Di Tengah Deras Hujan


Pentigraf: Lilik Rosida Irmawati

Ada rasa was-was di benak Marni melihat hitam pekat mendung bergelantung, selayang mata memandang memenuhi penjuru langit. Kesiur angin dingin mulai menusuk kulit, dan burung hitam walet berseliweran terbang rendah penuh kecepatan tinggi di antara ranting cemara. Hampir jam dua, namun tanggung untuk pulang karena sedikit menunggu limit laporan on line. Marni mesti berjibaku sendiri menyelesaikan semua tugas karena operator sekolah lebih memilih job baru sebagai operator propinsi.
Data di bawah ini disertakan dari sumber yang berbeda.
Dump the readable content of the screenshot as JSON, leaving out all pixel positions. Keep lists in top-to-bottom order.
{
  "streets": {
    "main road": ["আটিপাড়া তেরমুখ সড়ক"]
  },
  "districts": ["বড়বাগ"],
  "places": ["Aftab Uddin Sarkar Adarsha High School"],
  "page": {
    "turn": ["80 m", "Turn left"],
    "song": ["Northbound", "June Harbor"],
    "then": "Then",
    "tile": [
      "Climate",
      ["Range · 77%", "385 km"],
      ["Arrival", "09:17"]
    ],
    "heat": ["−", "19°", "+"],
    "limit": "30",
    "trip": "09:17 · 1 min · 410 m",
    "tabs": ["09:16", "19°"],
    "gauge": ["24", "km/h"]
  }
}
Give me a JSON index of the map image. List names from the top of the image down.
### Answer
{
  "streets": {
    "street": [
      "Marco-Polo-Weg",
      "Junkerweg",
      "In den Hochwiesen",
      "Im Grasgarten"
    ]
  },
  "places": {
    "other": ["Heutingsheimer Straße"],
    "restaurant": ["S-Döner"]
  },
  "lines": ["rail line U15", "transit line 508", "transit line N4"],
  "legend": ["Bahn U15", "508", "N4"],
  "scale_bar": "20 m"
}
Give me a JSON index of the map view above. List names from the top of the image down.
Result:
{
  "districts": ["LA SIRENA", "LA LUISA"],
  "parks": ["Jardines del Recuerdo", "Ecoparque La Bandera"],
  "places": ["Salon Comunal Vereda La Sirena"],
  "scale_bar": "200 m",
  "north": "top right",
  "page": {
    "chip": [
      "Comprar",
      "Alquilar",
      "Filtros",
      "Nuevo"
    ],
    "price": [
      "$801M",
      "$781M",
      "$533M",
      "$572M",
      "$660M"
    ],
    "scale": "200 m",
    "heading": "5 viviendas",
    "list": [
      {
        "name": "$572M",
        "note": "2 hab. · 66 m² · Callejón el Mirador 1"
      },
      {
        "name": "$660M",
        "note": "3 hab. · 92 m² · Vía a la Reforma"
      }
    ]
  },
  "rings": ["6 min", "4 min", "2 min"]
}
Ketika Parto masuk ruangannya tanpa permisi, Marni terkesiap. Penjaga sekolah yang baru bertugas satu bulan itu tersenyum, namun di mata Marni itu bukan senyuman tapi sebuah seringai, dan sorot mata pancarannya menakutkan. Marni menekan rasa takut, mematikan komputer dan dengan sopan mengajak Parto berbincang di ruang tamu. Parto sepertinya enggan beranjak dan hanya menggeser tubuhnya ke pintu kemudian berdiri ditengah.

Bentakan Marni menyadarkan Parto, dan akhirnya laki,-laki pendek berkulit legam itu surut dan melangkah ke arah kursi. Dalam hitungan detik Marni memencet nomor dan meletakkan HP di atas meja dalam posisi menyala kemudian beranjak ke luar ruangan. Marni mencermati demikian berani Parto melahap seluruh tubuhnya dengan pandangan penuh birahi. Mata laki-laki itu memerah, jakun naik turun dan mengulum bibirnya. Di tengah kekalutannya Marni tetap berusaha tenang dan menanyakan apakah pintu kelas semua sudah terkunci? Parto menyeringai dan menjawab bahwa semua pintu terkunci termasuk pintu pagar. Marni tergugu, dan sudah bisa membaca gelagat serta niat jahat Parto. Parto rupanya telah memperhitungkan secara matang aksinya. Area sekolah sangat sepi ketika anak-anak pulang, rumah di sebelah timur yang berdempetan dengan kantor tidak akan mendengar apapun karena bangunan atap terbuat dari seng dan akan meredam semua suara dan tidak adanya pintu pagar dengan rumah penduduk. Sebelah barat dan utara lahan kosong. Sedangkan dari arah utara pintu depan butuh waktu satu menit berlari kencang dan itupun kalau pintu pagar dalam posisi terbuka.

Suara petir dan guntur menggelegar disertai hujan deras turun, dan situasi ini lebih memuluskan aksi jahat yang akan dilakukan Parto. Keberanian Partopun semakin besar, perlahan menggeser duduk dan tanpa sungkan menjangkau tangan Marni terus mengelusnya. Ketika hendak menciumnya secara reflek Marni meludahi Parto dan berlari ke arah pintu, namun Parto lebih gesit mengait kaki dan membuat tubuh Marni terjengkang. Pintu kantor secepatnya di kunci oleh Parto, seringainya semakin melebar. Parto melucuti pakaiannya sendiri hingga tinggal celana dalam kumal. Wajah Marni mulai memucat dan itu semakin membuat Parto tertawa penuh kemenangan. Sembari mengangkang satu kakinya menginjak paha Marni kuat-kuat dan jerit kesakitan melengking dari mulut Marni tertelan gemuruh dan gemeretak air di atap. Wajah kesakitan Marni semakin menyenangkan Parto dan ia sedikit bermain-main dengan cara satu kakinya membuka jilbab, melucuti kancing sehingga setengah terbuka dan mengelus-elus wajah terus ke belahan dada. Rontaan dan perlawanan Marni dibalas dengan tendangan sehingga Marni tak berkutik dan hanya bisa mendengus, meludah jijik dengan sorot mata penuh amarah. Wajah Warni semakin pucat karena menahan rasa sakit yang kini menyebar ke sekujur tubuh akibat injakan kuat kaki Parto. Ketika Parto melepaskan injakan kaki kemudian berjongkok dan mulai beraksi menciumi wajah Marni, bunyi kaca pecah dan pintu tercongkel dari luar menghentikan aksi Parto. Marni berteriak histeris memeluk dan pinsan di pelukan pak Jodi yang telah membaca pesan SOS via group WA serta HP Marni yang terus menyala, dan kemudian kembali ke sekolah dengan membawa beberapa warga. Tak berapa lama aparat kepolisian datang, memborgol Parto dalam keadaan tubuh biru lebam kehitaman.